**Input records:**
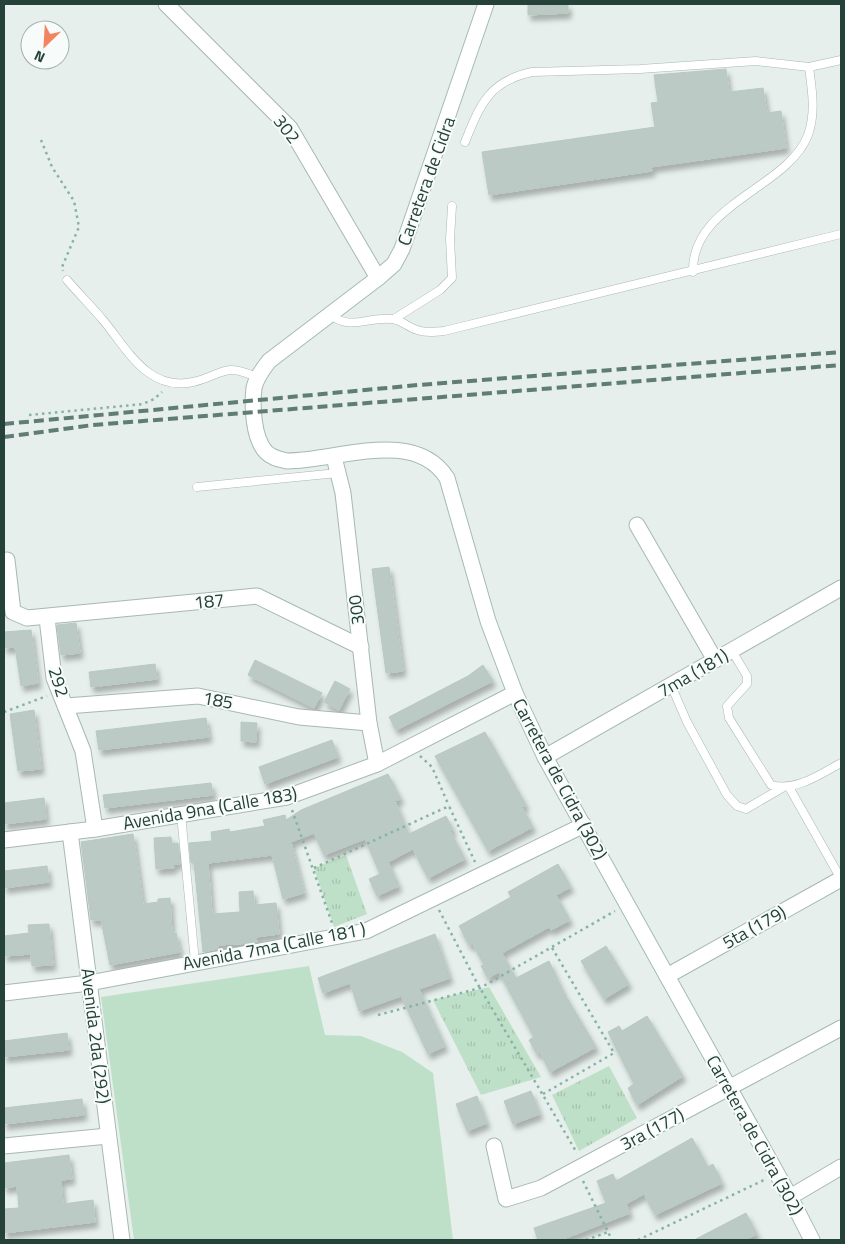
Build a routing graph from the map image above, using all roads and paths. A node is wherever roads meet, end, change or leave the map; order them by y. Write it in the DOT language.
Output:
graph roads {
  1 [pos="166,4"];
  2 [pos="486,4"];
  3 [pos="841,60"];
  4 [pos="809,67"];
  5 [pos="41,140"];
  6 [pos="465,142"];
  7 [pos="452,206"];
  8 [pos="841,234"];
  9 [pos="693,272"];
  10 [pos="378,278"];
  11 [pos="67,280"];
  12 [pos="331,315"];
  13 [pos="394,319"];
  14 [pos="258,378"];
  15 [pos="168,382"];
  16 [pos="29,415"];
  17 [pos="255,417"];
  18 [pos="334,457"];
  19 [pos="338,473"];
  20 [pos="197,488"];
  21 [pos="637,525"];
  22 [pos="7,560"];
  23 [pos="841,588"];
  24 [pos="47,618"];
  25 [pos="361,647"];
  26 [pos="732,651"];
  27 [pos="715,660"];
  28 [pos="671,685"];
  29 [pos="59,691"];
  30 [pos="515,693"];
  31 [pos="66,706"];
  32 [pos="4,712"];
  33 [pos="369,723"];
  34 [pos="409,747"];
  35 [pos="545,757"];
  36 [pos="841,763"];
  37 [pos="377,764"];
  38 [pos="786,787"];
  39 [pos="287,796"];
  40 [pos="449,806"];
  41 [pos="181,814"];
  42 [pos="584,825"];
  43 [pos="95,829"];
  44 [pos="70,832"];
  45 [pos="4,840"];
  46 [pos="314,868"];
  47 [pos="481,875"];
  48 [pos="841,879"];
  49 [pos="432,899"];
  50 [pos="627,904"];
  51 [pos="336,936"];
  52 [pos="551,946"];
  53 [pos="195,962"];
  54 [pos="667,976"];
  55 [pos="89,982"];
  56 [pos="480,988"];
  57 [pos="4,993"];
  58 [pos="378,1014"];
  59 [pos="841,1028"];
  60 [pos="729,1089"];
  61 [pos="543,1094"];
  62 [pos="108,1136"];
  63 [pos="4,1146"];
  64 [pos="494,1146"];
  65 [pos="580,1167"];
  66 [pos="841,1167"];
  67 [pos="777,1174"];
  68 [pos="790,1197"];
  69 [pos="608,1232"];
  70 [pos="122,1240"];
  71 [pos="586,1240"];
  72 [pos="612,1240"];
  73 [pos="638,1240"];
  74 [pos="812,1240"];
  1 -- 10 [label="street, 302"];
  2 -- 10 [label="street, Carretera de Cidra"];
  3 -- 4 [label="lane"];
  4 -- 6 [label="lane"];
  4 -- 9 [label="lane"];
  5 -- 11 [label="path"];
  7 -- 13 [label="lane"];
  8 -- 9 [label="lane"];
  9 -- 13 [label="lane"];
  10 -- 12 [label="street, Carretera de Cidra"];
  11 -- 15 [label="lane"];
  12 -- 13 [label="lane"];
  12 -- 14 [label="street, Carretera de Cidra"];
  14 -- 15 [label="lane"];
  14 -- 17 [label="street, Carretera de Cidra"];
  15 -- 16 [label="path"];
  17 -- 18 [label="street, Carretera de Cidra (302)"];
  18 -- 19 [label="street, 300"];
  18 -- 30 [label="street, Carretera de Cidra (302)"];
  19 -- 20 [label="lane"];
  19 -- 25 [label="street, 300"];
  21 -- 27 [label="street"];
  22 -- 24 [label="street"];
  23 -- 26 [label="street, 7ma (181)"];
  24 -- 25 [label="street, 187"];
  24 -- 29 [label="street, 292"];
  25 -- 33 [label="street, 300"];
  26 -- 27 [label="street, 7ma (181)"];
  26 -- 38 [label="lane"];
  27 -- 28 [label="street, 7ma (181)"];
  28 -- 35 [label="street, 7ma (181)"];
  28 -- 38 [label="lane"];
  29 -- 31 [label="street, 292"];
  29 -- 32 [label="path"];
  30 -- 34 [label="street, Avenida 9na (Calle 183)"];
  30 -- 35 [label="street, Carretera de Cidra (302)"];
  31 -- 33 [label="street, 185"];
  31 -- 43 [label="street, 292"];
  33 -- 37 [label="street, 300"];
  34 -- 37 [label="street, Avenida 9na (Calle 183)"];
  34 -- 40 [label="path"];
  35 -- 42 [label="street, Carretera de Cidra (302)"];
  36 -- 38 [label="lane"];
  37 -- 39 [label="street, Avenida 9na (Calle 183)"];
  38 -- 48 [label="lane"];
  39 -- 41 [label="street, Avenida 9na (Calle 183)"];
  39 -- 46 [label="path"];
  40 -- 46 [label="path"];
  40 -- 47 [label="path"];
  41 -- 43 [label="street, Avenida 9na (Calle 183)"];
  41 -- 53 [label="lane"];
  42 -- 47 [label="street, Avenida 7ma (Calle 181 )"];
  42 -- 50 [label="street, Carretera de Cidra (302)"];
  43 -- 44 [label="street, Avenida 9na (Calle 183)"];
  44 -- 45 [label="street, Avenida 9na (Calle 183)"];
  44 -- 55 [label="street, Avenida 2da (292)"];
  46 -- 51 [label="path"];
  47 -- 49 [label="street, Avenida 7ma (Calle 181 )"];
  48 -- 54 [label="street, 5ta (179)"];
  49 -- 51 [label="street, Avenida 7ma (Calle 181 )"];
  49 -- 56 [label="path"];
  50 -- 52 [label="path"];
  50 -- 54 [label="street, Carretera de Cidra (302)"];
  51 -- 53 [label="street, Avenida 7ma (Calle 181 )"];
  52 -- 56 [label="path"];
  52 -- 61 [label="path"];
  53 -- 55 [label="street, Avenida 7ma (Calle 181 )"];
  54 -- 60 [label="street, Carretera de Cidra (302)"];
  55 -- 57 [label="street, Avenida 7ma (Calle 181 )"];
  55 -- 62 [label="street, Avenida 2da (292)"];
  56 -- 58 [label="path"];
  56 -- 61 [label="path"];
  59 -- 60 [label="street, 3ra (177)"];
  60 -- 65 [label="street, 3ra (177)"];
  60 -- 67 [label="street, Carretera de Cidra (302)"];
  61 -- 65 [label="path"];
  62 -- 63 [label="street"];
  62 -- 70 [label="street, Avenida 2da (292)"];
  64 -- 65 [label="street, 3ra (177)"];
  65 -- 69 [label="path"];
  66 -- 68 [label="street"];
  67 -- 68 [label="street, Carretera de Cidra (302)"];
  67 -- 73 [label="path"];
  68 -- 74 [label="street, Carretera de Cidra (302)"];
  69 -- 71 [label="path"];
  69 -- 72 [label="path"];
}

* * *

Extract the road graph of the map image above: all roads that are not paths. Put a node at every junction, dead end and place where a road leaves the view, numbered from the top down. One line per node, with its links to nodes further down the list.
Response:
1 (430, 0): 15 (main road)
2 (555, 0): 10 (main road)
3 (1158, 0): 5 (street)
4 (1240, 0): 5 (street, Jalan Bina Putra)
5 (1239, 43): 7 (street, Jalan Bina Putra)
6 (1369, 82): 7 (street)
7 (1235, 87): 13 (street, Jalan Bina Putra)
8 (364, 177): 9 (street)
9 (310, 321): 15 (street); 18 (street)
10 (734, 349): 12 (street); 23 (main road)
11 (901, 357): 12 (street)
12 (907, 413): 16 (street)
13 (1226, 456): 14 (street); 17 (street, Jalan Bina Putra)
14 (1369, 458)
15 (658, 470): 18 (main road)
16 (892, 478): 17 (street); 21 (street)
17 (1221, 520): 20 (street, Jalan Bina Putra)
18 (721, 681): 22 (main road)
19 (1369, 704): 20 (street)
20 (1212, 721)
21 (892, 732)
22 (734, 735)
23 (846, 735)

**Activity:**
Search the listing above for the word "from", and copy every line that has it.

**Your response:**
Build a routing graph from the map image above, using all roads and paths. A node is wherever roads meet, end, change or leave the map; order them by y. Write it in the DOT language.
Extract the road graph of the map image above: all roads that are not paths. Put a node at every junction, dead end and place where a road leaves the view, numbered from the top down. One line per node, with its links to nodes further down the list.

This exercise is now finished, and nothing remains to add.